Uncertainty flashed across her face, then, mustering the courage that will get her through the trials of kindergarten, she declared: “It’ll be fun.”
For her, perhaps.
But above the screaming school bells marking the end of summer is another din — the collective groaning of school officials wondering how to carry out several statewide mandates.
“It’s going to be a very busy year,” predicted Jill Marmolejo, spokeswoman for Fresno Unified.
Valley districts have a full range of issues on the horizon:
All must follow the provisions of Proposition 227, which ended automatic bilingual education in favor of teaching that is mostly in English. Parents can apply for a waiver if they want their children kept in bilingual classes.
Fresno Unified officials mailed out 25,000 notices in five languages to parents, advising them of the right to apply for the waiver. They also are running ads on Hmong-language and Spanish-language radio stations.
Districts will have to reshape themselves under the shadow of the Stanford 9 achievement test, which could dictate teaching styles and course work for years to come. Most Fresno County districts scored low on the test, given last spring.
What could help those scores is the statewide math and language arts curriculum, passed last October.
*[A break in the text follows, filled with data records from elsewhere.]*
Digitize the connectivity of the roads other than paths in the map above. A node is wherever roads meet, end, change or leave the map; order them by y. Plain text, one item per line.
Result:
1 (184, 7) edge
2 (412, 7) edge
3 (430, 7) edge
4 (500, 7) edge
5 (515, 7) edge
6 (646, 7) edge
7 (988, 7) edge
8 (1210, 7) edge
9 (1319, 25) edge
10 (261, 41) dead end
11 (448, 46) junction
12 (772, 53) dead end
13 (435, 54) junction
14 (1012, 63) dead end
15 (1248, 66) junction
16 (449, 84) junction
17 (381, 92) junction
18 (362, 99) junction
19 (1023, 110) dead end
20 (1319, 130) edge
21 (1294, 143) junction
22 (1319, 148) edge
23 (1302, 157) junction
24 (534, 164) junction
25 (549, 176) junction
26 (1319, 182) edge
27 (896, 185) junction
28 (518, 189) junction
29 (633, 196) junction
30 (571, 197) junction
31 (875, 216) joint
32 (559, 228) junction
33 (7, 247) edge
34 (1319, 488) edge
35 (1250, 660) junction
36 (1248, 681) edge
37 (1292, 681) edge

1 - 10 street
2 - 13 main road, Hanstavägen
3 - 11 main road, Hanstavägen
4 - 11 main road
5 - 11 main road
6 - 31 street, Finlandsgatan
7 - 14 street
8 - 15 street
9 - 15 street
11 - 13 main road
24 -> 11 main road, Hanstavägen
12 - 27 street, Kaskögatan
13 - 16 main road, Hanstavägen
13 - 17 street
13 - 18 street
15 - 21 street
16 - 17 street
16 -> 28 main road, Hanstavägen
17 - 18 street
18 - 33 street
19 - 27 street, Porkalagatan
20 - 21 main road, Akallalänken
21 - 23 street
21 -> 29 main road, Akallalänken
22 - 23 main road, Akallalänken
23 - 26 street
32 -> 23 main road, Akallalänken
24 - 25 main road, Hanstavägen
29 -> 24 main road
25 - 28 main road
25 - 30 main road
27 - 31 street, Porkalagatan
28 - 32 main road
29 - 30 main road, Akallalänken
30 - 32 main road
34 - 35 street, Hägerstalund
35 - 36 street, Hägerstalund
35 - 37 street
This year will be the first full year that the curriculum is taught and, because the test has questions based on that curriculum, officials expect students to do better.
* Shiny new shoes will barely be scuffed before Central Unified parents take the school board to task for requiring children living within a mile of McKinley Elementary School to walk this year.
Although school officials helped get part of the route paved and stationed crossing guards at busy intersections, parents plan to complain to the school board at its meeting Tuesday night.
* In Visalia Unified, school officials and parents have had a disturbing few weeks, with reports of a man attempting to abduct youngsters.
The children in each case ran away, and the community has worked to get the word out on how to prevent abductions: Last week, three year-round schools offered child identification kits and photographs.
Schools on the traditional school year begin Aug. 31.
* In Fresno Unified, which with 78,000 students is the state’s fourth-largest district, major concerns for this year are increasing literacy and easing overcrowding.
The board voted last month to allow Ayer Elementary School to revert to a traditional schedule from its current year-round status. The move is expected to happen during the semester break, in February.
In voting for that, the board also agreed to look at how other district schools could return to the traditional schedule.
All is not negative, however.
Construction on Fresno Unified’s new Sunnyside High School is back on schedule after El Nino-related delays. Walls are up, the sprinklers are installed and the football field grass is planted.
Visalia has a new superintendent, Linda Gonzales, and officials plan to audit the district’s curriculum to “give us a clear idea where improvement is needed,” said school board member Milt Morrison.
“I’m very excited about this year,” he said.
There’s an interim superintendent at Sanger Unified, Gerald Rosander, who’s known for his ability to get people to work together — hopefully bringing a change from last year, when board squabbles, the on-and-off-and-then-on resignation of former Superintendent John Nicholson and stalled salary negotiations marred the year.